É preciso equilíbrio na evolução da economia para não cometer prejuízos à natureza

Diversas políticas públicas debatem a proteção, conservação e recuperação do nosso meio ambiente. Hoje, dia 5 de junho, é comemorado o Dia do Meio Ambiente e também da reciclagem. O Solidariedade, de maneira consciente, sempre trabalhou pelo diálogo para que haja a construção de ideias efetivas, existindo assim equilíbrio na evolução da economia brasileira sem prejuízos a nossa biodiversidade e natureza.

Poluição do ar é o tema a ser refletido por todos nós brasileiros na campanha pela defesa do meio ambiente em 2019. Diversos fatores contribuem de forma catastrófica para a poluição do ar.

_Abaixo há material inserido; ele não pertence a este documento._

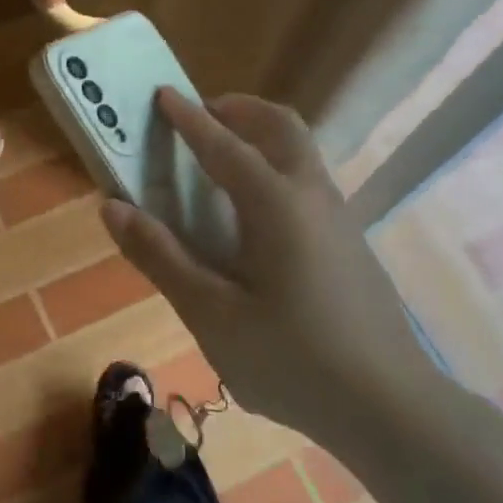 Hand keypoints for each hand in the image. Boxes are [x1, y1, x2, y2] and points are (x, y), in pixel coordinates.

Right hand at [101, 89, 436, 445]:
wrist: (390, 408)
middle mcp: (312, 197)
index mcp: (276, 205)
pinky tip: (254, 216)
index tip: (163, 94)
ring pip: (301, 152)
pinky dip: (275, 167)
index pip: (224, 146)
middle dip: (238, 111)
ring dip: (260, 136)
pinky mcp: (349, 245)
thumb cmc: (291, 360)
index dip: (189, 119)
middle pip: (281, 127)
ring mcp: (339, 219)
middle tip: (200, 117)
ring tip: (220, 159)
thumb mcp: (211, 314)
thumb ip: (161, 256)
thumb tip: (113, 208)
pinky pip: (307, 182) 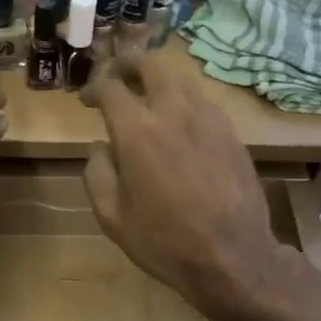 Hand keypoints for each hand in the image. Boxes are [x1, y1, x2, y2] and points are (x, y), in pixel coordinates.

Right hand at [82, 53, 308, 319]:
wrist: (233, 257)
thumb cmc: (164, 241)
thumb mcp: (112, 217)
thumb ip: (97, 173)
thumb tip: (99, 146)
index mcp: (138, 132)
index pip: (111, 87)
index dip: (94, 86)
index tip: (87, 100)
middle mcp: (174, 113)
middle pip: (151, 65)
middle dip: (129, 62)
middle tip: (117, 73)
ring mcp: (208, 120)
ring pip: (180, 79)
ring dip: (158, 79)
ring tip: (147, 94)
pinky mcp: (231, 133)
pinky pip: (203, 101)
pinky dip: (184, 99)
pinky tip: (179, 120) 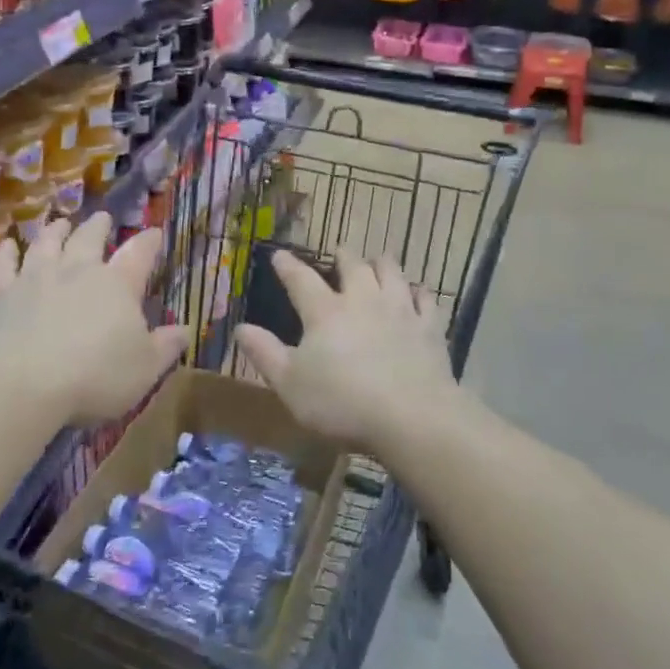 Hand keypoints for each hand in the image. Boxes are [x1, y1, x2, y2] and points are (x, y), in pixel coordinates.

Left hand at [0, 214, 187, 425]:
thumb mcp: (145, 369)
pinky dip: (7, 252)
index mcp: (118, 284)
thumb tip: (185, 329)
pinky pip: (5, 265)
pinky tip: (8, 244)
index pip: (139, 254)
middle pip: (89, 238)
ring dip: (55, 230)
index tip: (155, 231)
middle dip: (99, 226)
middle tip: (103, 218)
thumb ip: (166, 346)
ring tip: (60, 222)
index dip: (149, 241)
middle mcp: (78, 270)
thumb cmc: (95, 376)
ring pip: (48, 243)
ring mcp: (36, 277)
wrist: (23, 384)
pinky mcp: (2, 293)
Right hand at [235, 250, 456, 450]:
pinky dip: (418, 292)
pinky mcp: (429, 327)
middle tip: (340, 251)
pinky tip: (416, 294)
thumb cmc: (341, 403)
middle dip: (343, 255)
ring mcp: (399, 310)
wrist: (411, 417)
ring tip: (377, 260)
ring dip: (381, 263)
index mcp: (325, 312)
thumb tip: (240, 327)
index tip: (279, 254)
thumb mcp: (289, 384)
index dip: (288, 265)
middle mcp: (362, 300)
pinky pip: (425, 299)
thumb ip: (264, 353)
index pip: (300, 279)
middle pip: (353, 265)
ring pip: (391, 272) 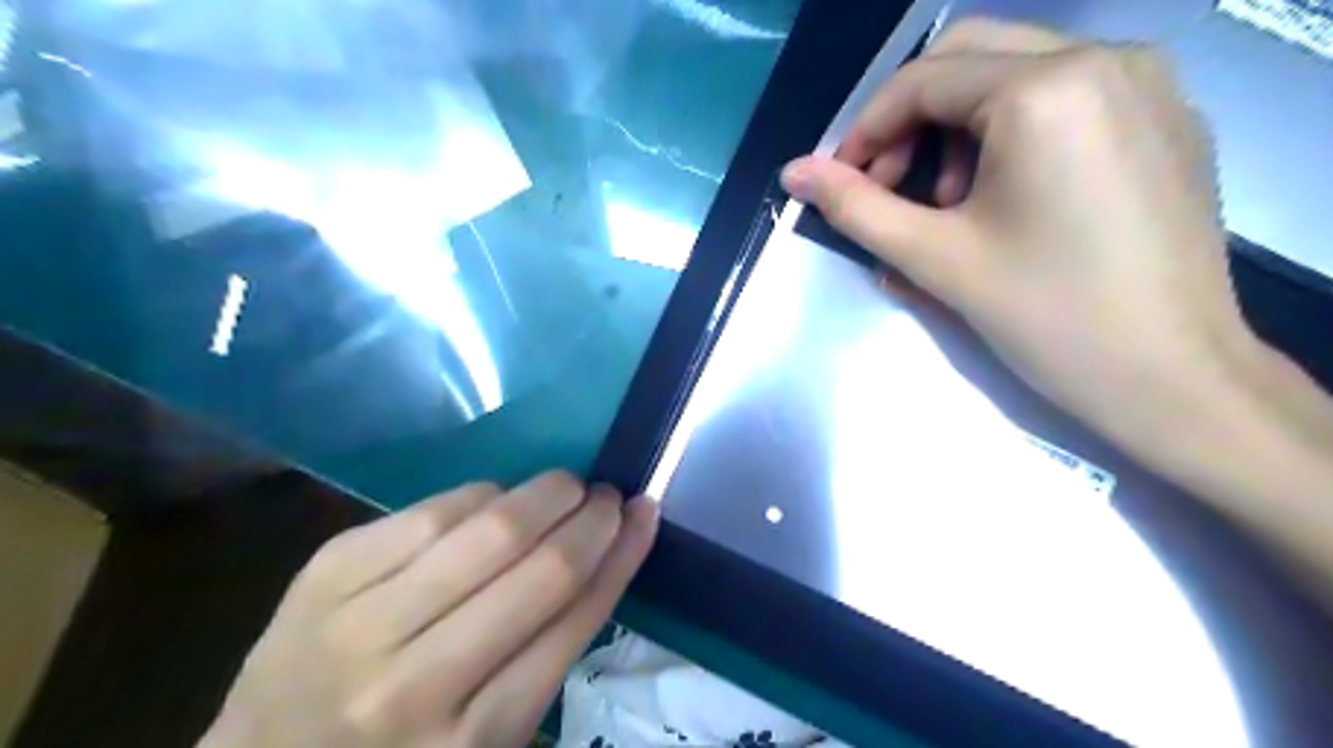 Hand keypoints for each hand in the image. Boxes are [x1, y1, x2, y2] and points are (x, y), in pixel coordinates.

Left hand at [197, 475, 654, 746]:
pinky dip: (482, 495)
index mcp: (473, 739)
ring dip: (545, 494)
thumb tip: (605, 554)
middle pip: (540, 569)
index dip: (620, 555)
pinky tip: (497, 499)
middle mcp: (417, 684)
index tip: (644, 513)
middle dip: (591, 518)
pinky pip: (432, 511)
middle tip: (608, 496)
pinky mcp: (326, 573)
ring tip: (567, 487)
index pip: (574, 620)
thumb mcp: (490, 735)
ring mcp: (361, 622)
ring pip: (487, 528)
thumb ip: (548, 652)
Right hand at [784, 17, 1263, 457]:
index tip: (840, 183)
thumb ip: (854, 207)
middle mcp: (1106, 58)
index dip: (865, 131)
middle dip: (911, 122)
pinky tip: (1006, 201)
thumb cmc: (1046, 317)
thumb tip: (794, 172)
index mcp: (1047, 89)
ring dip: (960, 132)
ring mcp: (1146, 83)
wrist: (1172, 376)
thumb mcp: (935, 259)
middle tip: (891, 190)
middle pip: (968, 57)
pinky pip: (1063, 97)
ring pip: (1015, 74)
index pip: (921, 81)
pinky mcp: (1163, 117)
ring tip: (952, 210)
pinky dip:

Segundo o professor, nutricionista e diretor da Secretaria de Igualdade Social do Solidariedade, Cristiano Klaus Fischer, um dos maiores problemas atuais no Brasil é o uso indiscriminado de produtos agrícolas contaminantes dos solos e rios, que de forma severa contribuem para a piora da qualidade do nosso ar.

“O pulmão do mundo, que são nossas florestas e matas, estão sendo contaminadas e destruídas com a justificativa de aumentar a produção de produtos agrícolas, na resolução de baratear os alimentos e diminuir a escassez de produtos primários como frutas, grãos e hortaliças. Porém, nada vale oferecer alimentos afim de acabar com a fome, mas que estejam contemplados com venenos que destroem o meio ambiente e a saúde de nossa gente” afirma Cristiano.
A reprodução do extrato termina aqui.